In the 1979 thriller The Warriors, based on Sol Yurick’s 1965 novel of the same name, a New York City street gang must travel nearly 30 miles from the north end of the Bronx to their home turf in south Brooklyn, Coney Island, after being framed for murdering a rival gang’s leader.
(No spoilers.)
In the decades since, the film has become a cult classic, fetishized by upwardly mobile, middle-class suburbanites desperate to identify with systemic inequality, the same systems that benefited their mommies and daddies, a mentality that exists with each generation, like a Sex Pistols “God Save the Queen” shirt purchased at Walmart and passed down, brother to brother.

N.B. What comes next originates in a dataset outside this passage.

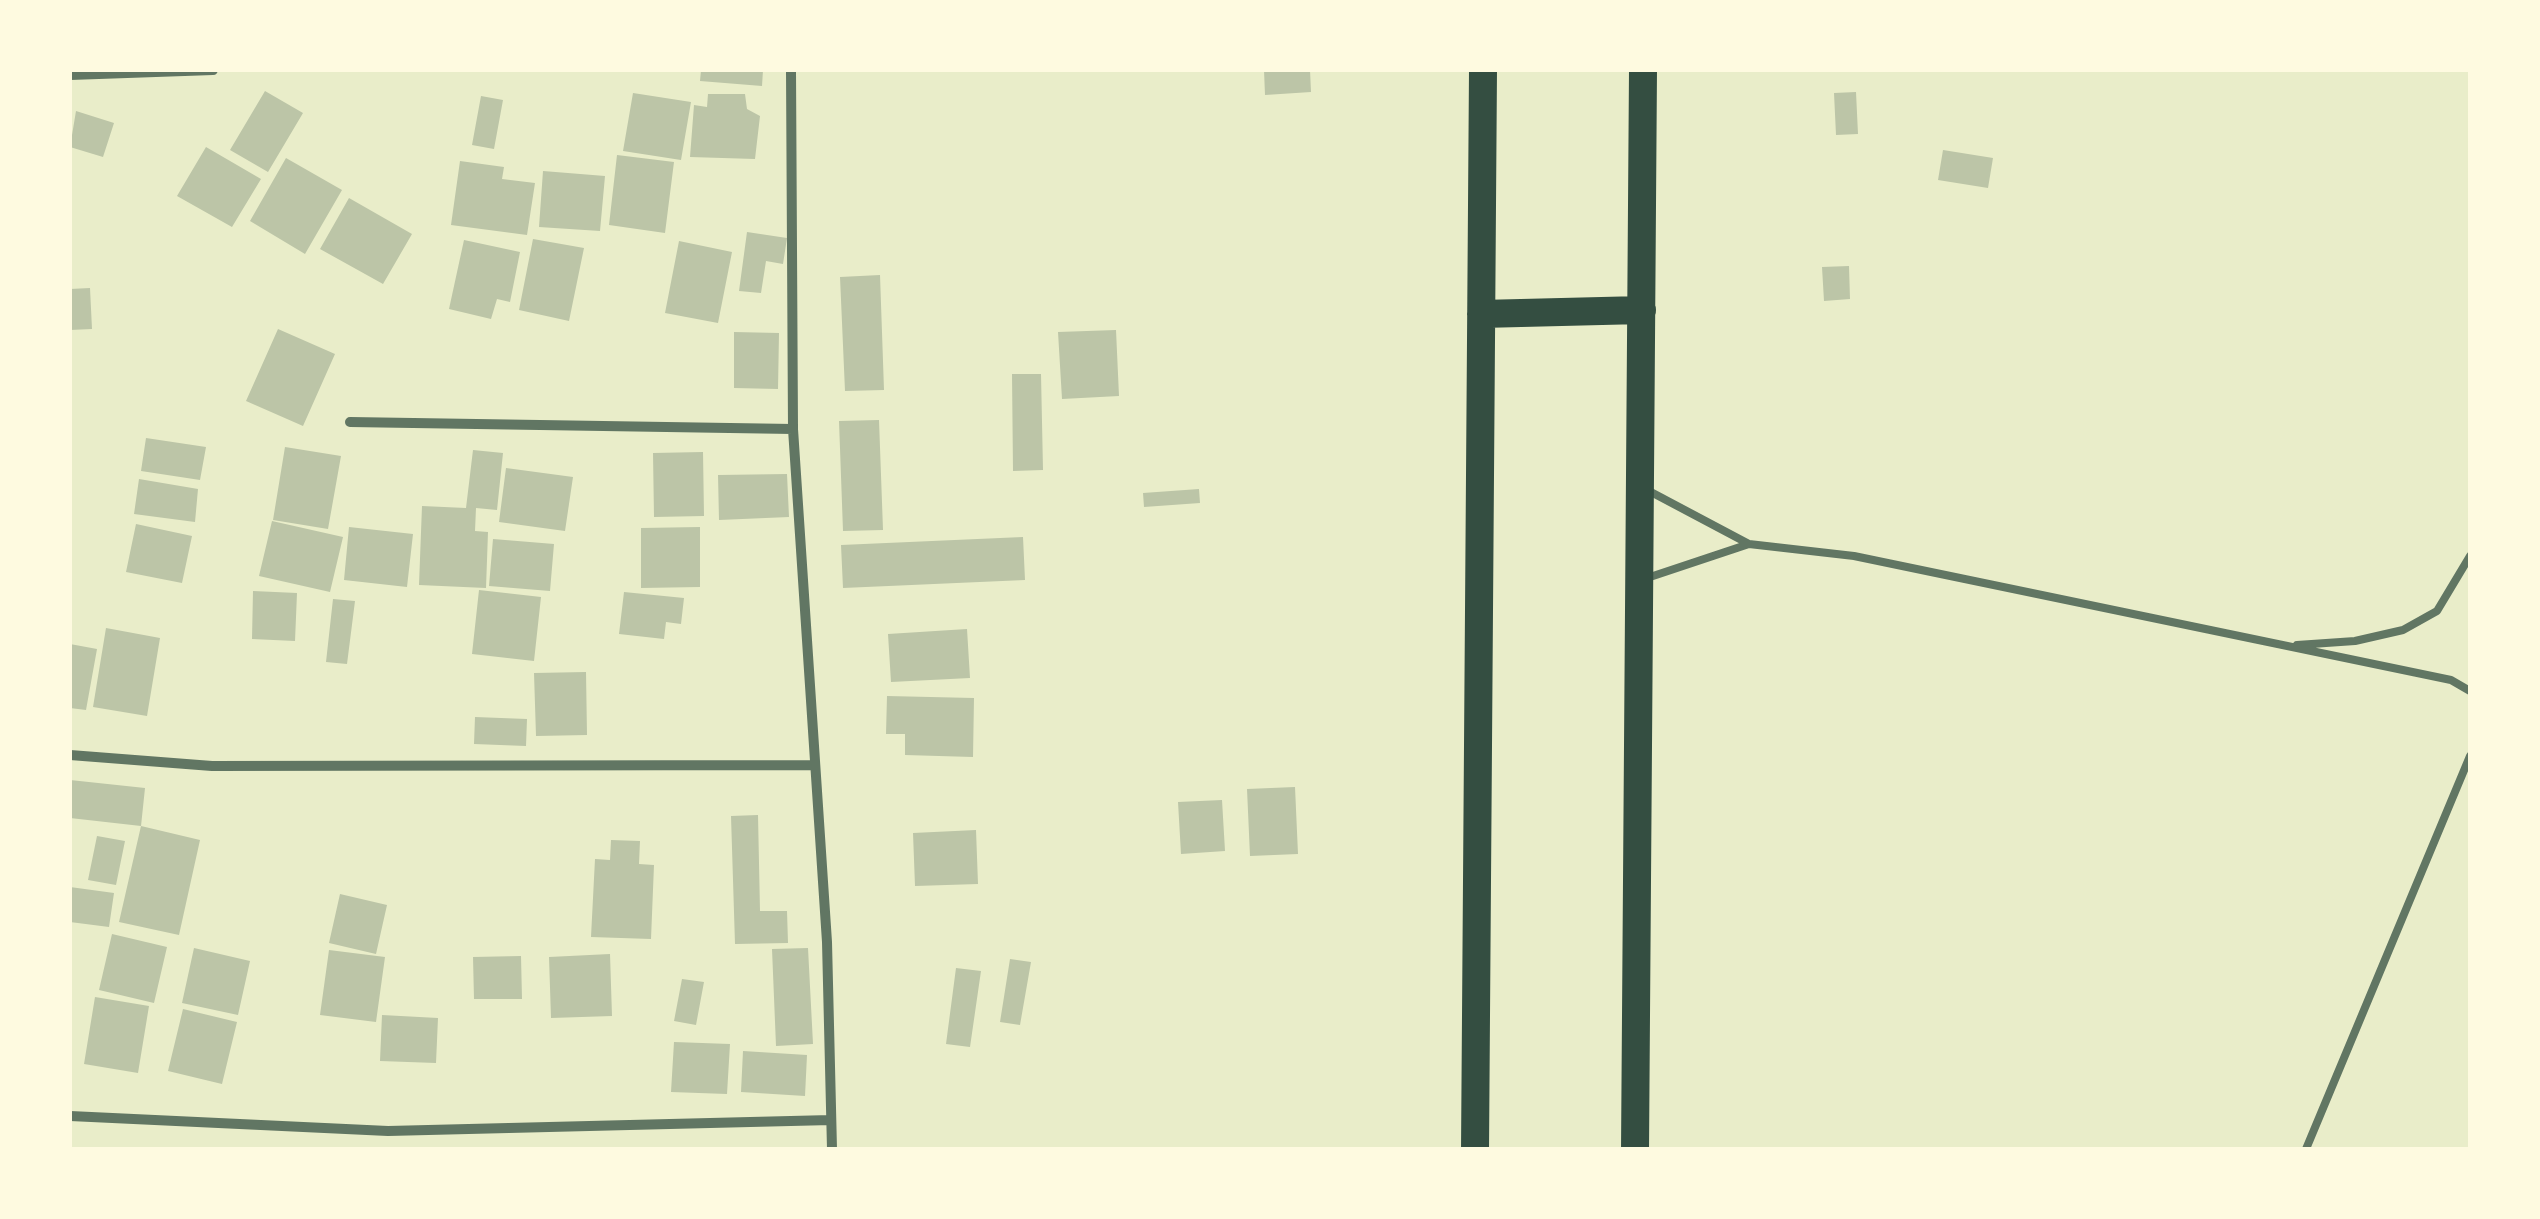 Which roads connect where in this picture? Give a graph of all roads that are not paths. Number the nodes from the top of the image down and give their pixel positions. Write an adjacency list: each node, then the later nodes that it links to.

Naturally, re-creating and referencing the film for a photo shoot with Special Interest, the NOLA no-wave-industrial-art-punk-disco band that is equal parts nihilistic and future-seeking, doesn’t really resonate with them. But they’re into amusement park treats, there’s a lot of bullshit to eat at Coney Island, and they’re down for the adventure.

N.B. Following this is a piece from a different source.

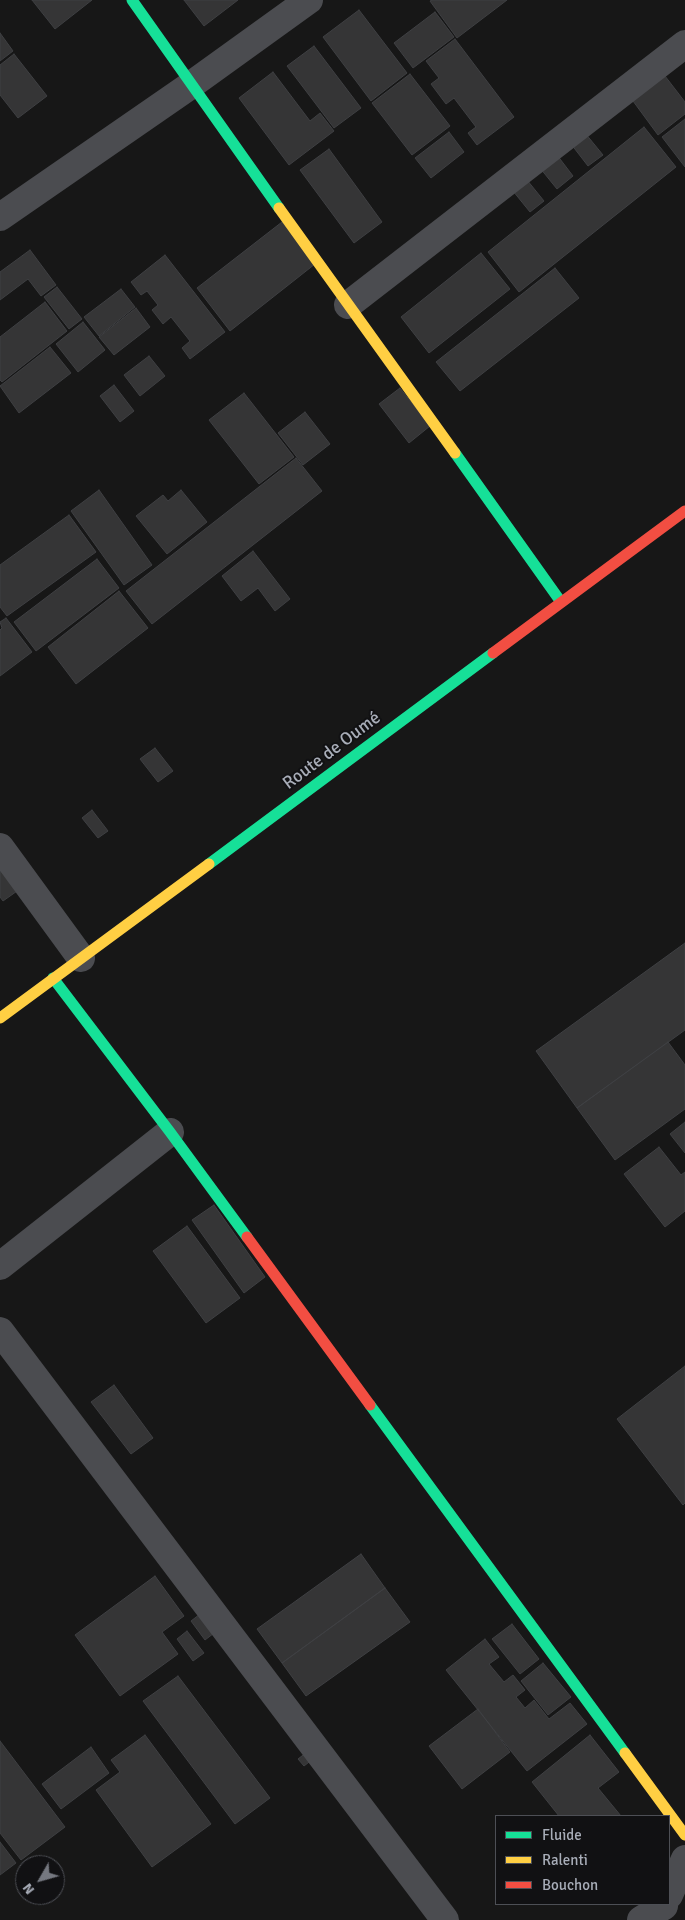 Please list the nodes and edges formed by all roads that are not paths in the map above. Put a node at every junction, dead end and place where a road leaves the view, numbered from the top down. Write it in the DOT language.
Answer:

“We made our tummies hurt because we kept eating candy for the shots,” Special Interest singer Alii Logout says of this photo shoot. “Conspicuous consumption,” synth savant Ruth Mascelli jokes, accidentally (or much more likely absolutely purposefully) naming sociologist and anti-capitalist hunk Thorstein Veblen’s economic theory that investigates the impulse behind purchasing luxury goods to display power and wealth. In two words, they’ve confirmed fears that I am too dumb to be talking to this band, and God help the rest of the idiots tasked with doing the same when their third and best album, Endure, drops on major indie label Rough Trade Records in November. (More on that later.)